Binary Search finds a specific element in a sorted array. Each comparison halves the search range, achieving O(log n) time complexity.

Algorithm Steps

Initialize left pointer = 0, right pointer = n-1
Calculate middle position mid = (left + right) / 2
Compare arr[mid] with target:
Equal: Found target, return mid
arr[mid] > target: Target in left half, right = mid - 1
arr[mid] < target: Target in right half, left = mid + 1
Repeat 2-3 until left > right (not found)

Time and Space Complexity

Case	Complexity	Description
Best Case	O(1)	Target is exactly in the middle
Average/Worst	O(log n)	Search range halves each time
Space Complexity	O(1)	Only constant extra space

Why O(log n)? Range halves after each comparison, at most log₂(n) comparisons needed. For 1 million elements, only ~20 comparisons!

Applications

Finding elements in sorted arrays/lists
Database index queries (B-tree, B+tree)
Finding insertion positions (like bisect)
Finding roots of monotonic functions
'Binary search the answer' in competitive programming

Sorted Search Database Index Binary Answer Numerical Methods

Implementation

def binary_search(arr, target):
    """二分查找 - 返回目标索引，未找到返回-1"""
    left, right = 0, len(arr) - 1
    
    while left <= right:
        mid = left + (right - left) // 2  # 防止溢出
        
        if arr[mid] == target:
            return mid
        elif arr[mid] < target:
            left = mid + 1
        else:
            right = mid - 1
    
    return -1


def lower_bound(arr, target):
    """查找第一个 >= target 的位置"""
    left, right = 0, len(arr)
    
    while left < right:
        mid = (left + right) // 2
        if arr[mid] < target:
            left = mid + 1
        else:
            right = mid
    
    return left


# 使用示例
arr = [1, 3, 5, 7, 9, 11, 13]
print(binary_search(arr, 7))   # 输出: 3
print(binary_search(arr, 6))   # 输出: -1
print(lower_bound(arr, 6))     # 输出: 3 (第一个>=6的位置)
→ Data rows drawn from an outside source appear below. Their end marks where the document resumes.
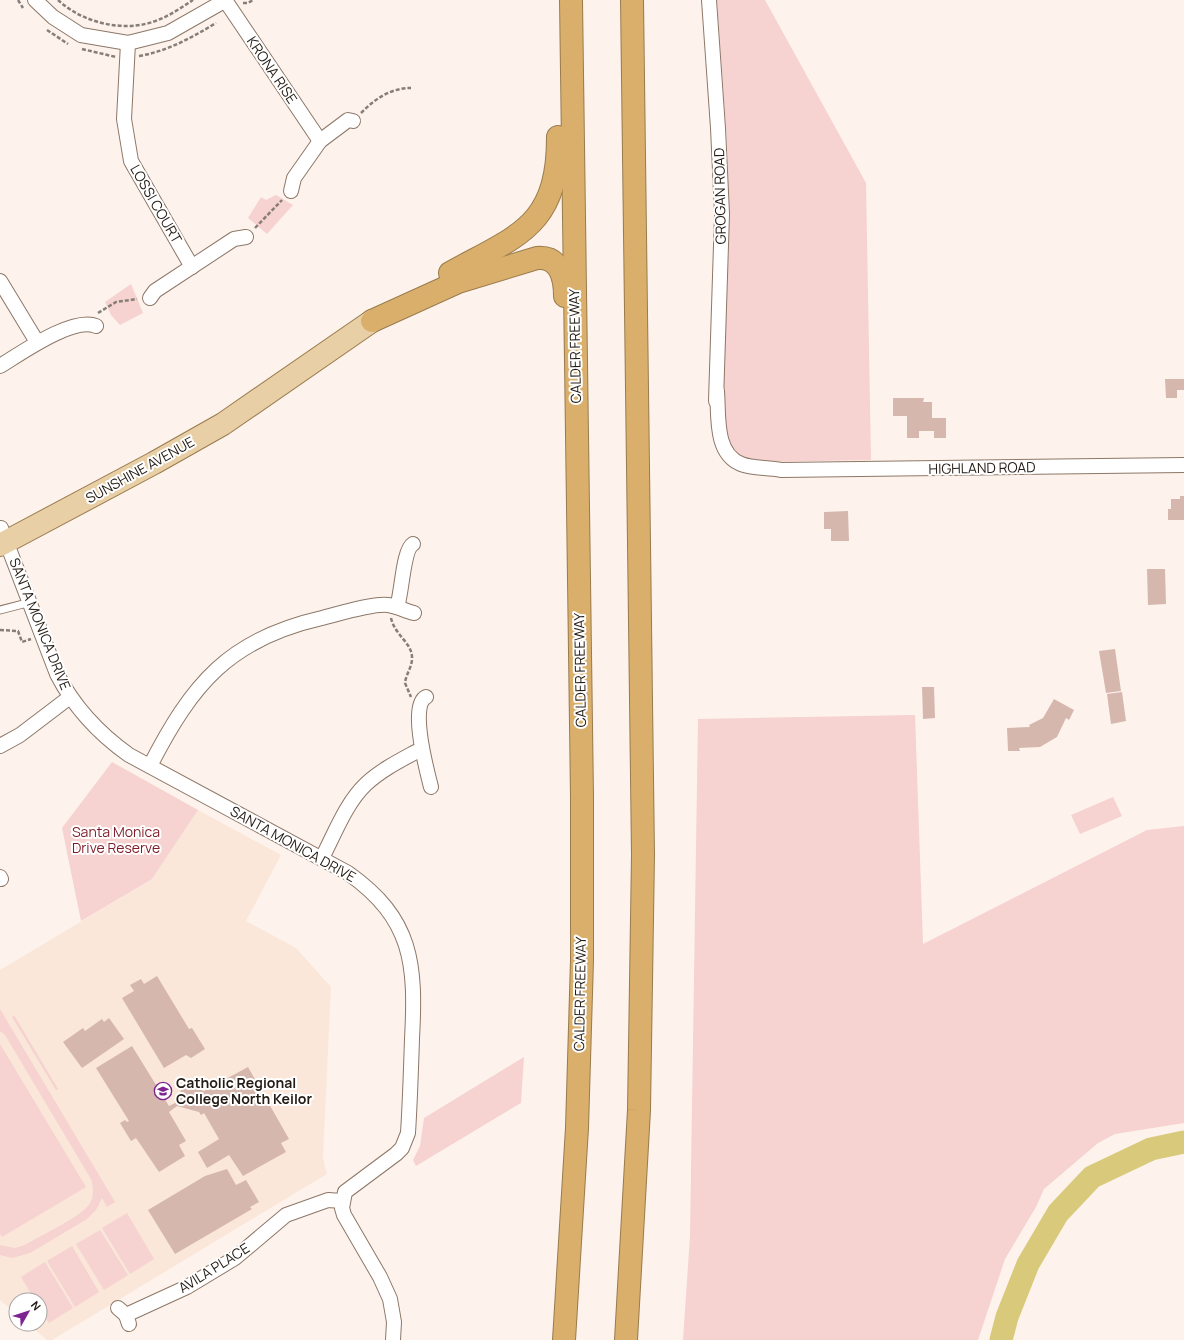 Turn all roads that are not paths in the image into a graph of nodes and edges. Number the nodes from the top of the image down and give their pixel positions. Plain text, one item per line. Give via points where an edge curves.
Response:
1 (35, 0) edge
2 (226, 0) edge
3 (558, 0) edge
4 (571, 0) edge
5 (632, 0) edge
6 (709, 0) edge
7 (128, 43) junction
8 (353, 121) road end
9 (320, 140) junction
10 (291, 191) road end
11 (246, 237) road end
12 (192, 267) junction
13 (0, 281) edge
14 (150, 298) road end
15 (372, 321) junction
16 (92, 325) road end
17 (37, 342) junction
18 (0, 366) edge
19 (727, 458) joint
20 (1184, 465) edge
21 (2, 536) edge
22 (413, 544) dead end
23 (31, 602) junction
24 (397, 607) junction
25 (0, 610) edge
26 (578, 610) junction
27 (414, 613) dead end
28 (70, 697) junction
29 (423, 699) road end
30 (0, 746) edge
31 (422, 749) junction
32 (150, 766) junction
33 (431, 787) dead end
34 (322, 858) junction
35 (342, 1201) junction
36 (124, 1316) dead end
37 (394, 1340) edge
38 (564, 1340) edge
39 (626, 1340) edge

1 - 7 street via 52,17 81,35
2 - 7 street via 168,34
2 - 9 street, KRONA RISE
3 - 15 highway via 558,155 554,185 548,201 533,222 517,235 427,286
4 - 26 highway, CALDER FREEWAY
5 - 39 highway via 643,855 638,1110
6 - 19 street, GROGAN ROAD via 722,214 717,391 713,434 717,448
7 - 12 street, LOSSI COURT via 124,119 131,161
8 - 9 street via 348,120
9 - 10 street via 294,178
11 - 12 street via 234,239
12 - 14 street via 155,291
13 - 17 street
15 - 21 main road, SUNSHINE AVENUE via 223,424 154,464
15 - 26 highway via 458,282 506,266 542,257 551,260 558,267 565,283 569,566
16 - 17 street
17 - 18 street
19 - 20 street, HIGHLAND ROAD via 733,468 744,472 768,473 781,470
21 - 23 street, SANTA MONICA DRIVE
22 - 24 street via 407,551
23 - 25 lane
23 - 28 street, SANTA MONICA DRIVE via 57,674
24 - 27 street
24 - 32 street via 381,605 299,623 247,646 198,686 174,720
26 - 38 highway, CALDER FREEWAY via 582,960 577,1128
28 - 30 street via 20,735
28 - 32 street, SANTA MONICA DRIVE via 87,719 112,743
29 - 31 street via 419,708
31 - 33 street
31 - 34 street via 382,772 360,790
32 - 34 street, SANTA MONICA DRIVE
34 - 35 street, SANTA MONICA DRIVE via 360,882 382,902 406,946 414,980 406,1140 396,1154 349,1188
35 - 36 street, AVILA PLACE via 328,1200 286,1215 235,1258 187,1288
35 - 37 street via 347,1222 386,1288 393,1310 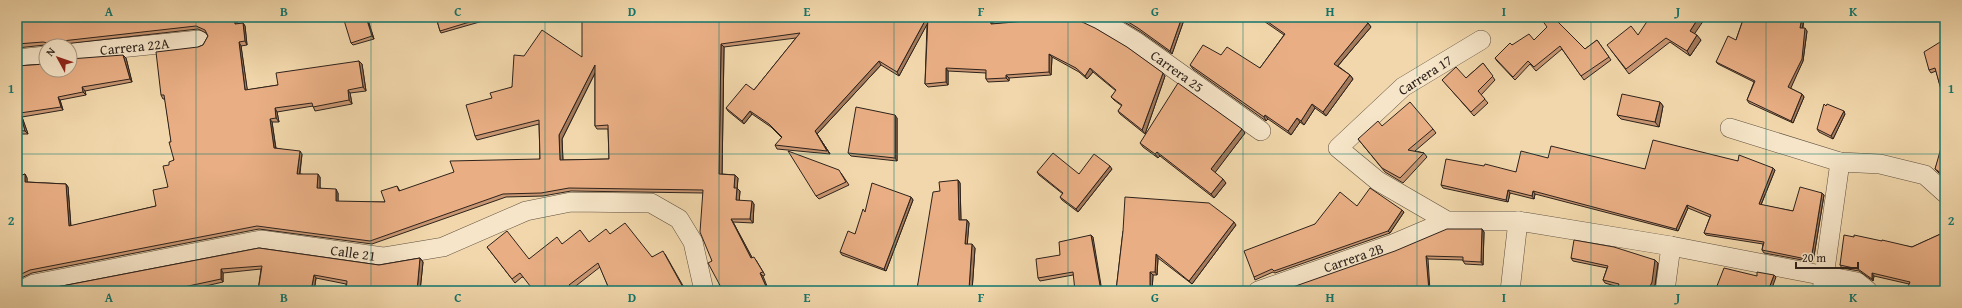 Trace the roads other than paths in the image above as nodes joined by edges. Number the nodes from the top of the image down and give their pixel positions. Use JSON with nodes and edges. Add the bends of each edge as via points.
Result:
{"nodes":[{"id":1,"x":1090,"y":17,"type":"edge"},
{"id":2,"x":199,"y":40,"type":"dead end"},
{"id":3,"x":1481,"y":40,"type":"dead end"},
{"id":4,"x":78,"y":52,"type":"edge"},
{"id":5,"x":38,"y":57,"type":"edge"},
{"id":6,"x":17,"y":59,"type":"edge"},
{"id":7,"x":1730,"y":128,"type":"dead end"},
{"id":8,"x":1261,"y":131,"type":"dead end"},
{"id":9,"x":1840,"y":162,"type":"junction"},
{"id":10,"x":1945,"y":193,"type":"edge"},
{"id":11,"x":1447,"y":221,"type":"junction"},
{"id":12,"x":1518,"y":221,"type":"junction"},
{"id":13,"x":1671,"y":246,"type":"junction"},
{"id":14,"x":1823,"y":283,"type":"edge"},
{"id":15,"x":1286,"y":286,"type":"edge"},
{"id":16,"x":20,"y":291,"type":"edge"},
{"id":17,"x":704,"y":291,"type":"edge"},
{"id":18,"x":1258,"y":291,"type":"edge"},
{"id":19,"x":1510,"y":291,"type":"edge"},
{"id":20,"x":1665,"y":291,"type":"edge"},
{"id":21,"x":1868,"y":291,"type":"edge"}],
"edges":[{"from":1,"to":8,"type":"street","name":"Carrera 25","via":[[1102,20],[1135,41]]},
{"from":2,"to":4,"type":"street","name":"Carrera 22A"},
{"from":3,"to":11,"type":"street","name":"Carrera 17","via":[[1403,88],[1338,148],[1378,181]]},
{"from":5,"to":6,"type":"street"},
{"from":7,"to":9,"type":"street"},
{"from":9,"to":10,"type":"street","via":[[1880,164],[1925,175]]},
{"from":9,"to":14,"type":"street"},
{"from":11,"to":12,"type":"street"},
{"from":11,"to":15,"type":"street","name":"Carrera 2B"},
{"from":12,"to":13,"type":"street"},
{"from":12,"to":19,"type":"street"},
{"from":13,"to":14,"type":"street"},
{"from":13,"to":20,"type":"street"},
{"from":14,"to":21,"type":"street","via":[[1857,282]]},
{"from":15,"to":18,"type":"street","name":"Carrera 2B"},
{"from":16,"to":17,"type":"street","name":"Calle 21","via":[[34,284],[261,240],[390,256],[443,247],[526,210],[571,202],[651,203],[679,219],[693,242]]}]}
public class BinarySearch {
    
    /**
     * 二分查找 - 返回目标索引，未找到返回-1
     */
    public static int binarySearch(int[] arr, int target) {
        int left = 0, right = arr.length - 1;
        
        while (left <= right) {
            int mid = left + (right - left) / 2;  // 防止溢出
            
            if (arr[mid] == target) {
                return mid;
            } else if (arr[mid] < target) {
                left = mid + 1;
            } else {
                right = mid - 1;
            }
        }
        
        return -1;
    }
    
    /**
     * 查找第一个 >= target 的位置
     */
    public static int lowerBound(int[] arr, int target) {
        int left = 0, right = arr.length;
        
        while (left < right) {
            int mid = (left + right) / 2;
            if (arr[mid] < target) {
                left = mid + 1;
            } else {
                right = mid;
            }
        }
        
        return left;
    }
    
    public static void main(String[] args) {
        int[] arr = {1, 3, 5, 7, 9, 11, 13};
        System.out.println(binarySearch(arr, 7));  // 3
        System.out.println(binarySearch(arr, 6));  // -1
        System.out.println(lowerBound(arr, 6));   // 3
    }
}